Re: [zfs-discuss] Optimal raidz3 configuration

Richard Elling Sun, 17 Oct 2010 21:03:56 -0700

On Oct 16, 2010, at 4:57 AM, Edward Ned Harvey wrote:

>> From: Bob Friesenhahn [mailto:bfrie...@simple.dallas.tx.us]
>> 
>>> raidzN takes a really long time to resilver (code written
>> inefficiently,
>>> it's a known problem.)  If you had a huge raidz3, it would literally
>> never
>>> finish, because it couldn't resilver as fast as new data appears.  A
>> week
>> 
>> In what way is the code written inefficiently?
> 
> Here is a link to one message in the middle of a really long thread, which
> touched on a lot of things, so it's difficult to read the thread now and get
> what it all boils down to and which parts are relevant to the present
> discussion.  Relevant comments below...
> http://www.mail-archive.com/zfs-discuss@opensolaris.org/msg41998.html
> 
> In conclusion of the referenced thread:
> 
> The raidzN resilver code is inefficient, especially when there are a lot of
> disks in the vdev, because...
> 
> 1. It processes one slab at a time.  That's very important.  Each disk
> spends a lot of idle time waiting for the next disk to fetch something, so
> there is an opportunity to start prefetching data on the idle disks, and
> that is not happening.


Slabs don't matter. So the rest of this argument is moot.

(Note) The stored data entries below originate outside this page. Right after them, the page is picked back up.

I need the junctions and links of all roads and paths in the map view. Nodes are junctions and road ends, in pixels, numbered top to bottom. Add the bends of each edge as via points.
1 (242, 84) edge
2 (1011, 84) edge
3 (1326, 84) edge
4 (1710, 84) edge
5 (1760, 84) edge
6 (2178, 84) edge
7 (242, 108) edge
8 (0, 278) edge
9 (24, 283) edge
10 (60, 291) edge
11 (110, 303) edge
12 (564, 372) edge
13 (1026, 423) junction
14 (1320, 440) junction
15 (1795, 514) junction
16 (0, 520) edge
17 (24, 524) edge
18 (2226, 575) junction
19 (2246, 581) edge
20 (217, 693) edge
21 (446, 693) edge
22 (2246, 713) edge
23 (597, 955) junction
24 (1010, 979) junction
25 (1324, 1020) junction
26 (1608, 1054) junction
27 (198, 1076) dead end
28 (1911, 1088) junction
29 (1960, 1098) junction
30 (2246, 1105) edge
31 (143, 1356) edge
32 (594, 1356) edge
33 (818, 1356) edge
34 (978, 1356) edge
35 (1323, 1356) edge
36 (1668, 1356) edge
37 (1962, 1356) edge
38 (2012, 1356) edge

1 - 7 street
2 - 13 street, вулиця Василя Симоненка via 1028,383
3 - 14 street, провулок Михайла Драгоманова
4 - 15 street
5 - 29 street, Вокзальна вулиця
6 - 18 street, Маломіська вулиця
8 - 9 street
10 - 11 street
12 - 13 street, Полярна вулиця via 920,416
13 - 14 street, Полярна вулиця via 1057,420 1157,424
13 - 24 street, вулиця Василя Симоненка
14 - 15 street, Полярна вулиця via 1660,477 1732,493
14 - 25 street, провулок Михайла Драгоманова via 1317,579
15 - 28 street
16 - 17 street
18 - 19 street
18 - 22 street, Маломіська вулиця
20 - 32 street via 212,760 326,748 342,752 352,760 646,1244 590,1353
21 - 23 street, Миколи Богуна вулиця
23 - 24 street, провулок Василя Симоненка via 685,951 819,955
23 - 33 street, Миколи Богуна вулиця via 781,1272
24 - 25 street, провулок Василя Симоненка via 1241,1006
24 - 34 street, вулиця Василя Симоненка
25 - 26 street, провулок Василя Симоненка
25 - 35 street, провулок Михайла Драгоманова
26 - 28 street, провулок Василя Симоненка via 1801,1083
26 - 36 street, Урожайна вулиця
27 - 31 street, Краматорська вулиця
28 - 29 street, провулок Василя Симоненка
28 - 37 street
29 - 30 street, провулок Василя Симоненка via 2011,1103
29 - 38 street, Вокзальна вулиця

> 2. Each slab is spread across many disks, so the average seek time to fetch
> the slab approaches the maximum seek time of a single disk.  That means an
> average 2x longer than average seek time.

nope.

> 2a. The more disks in the vdev, the smaller the piece of data that gets
> written to each individual disk.  So you are waiting for the maximum seek
> time, in order to fetch a slab fragment which is tiny ...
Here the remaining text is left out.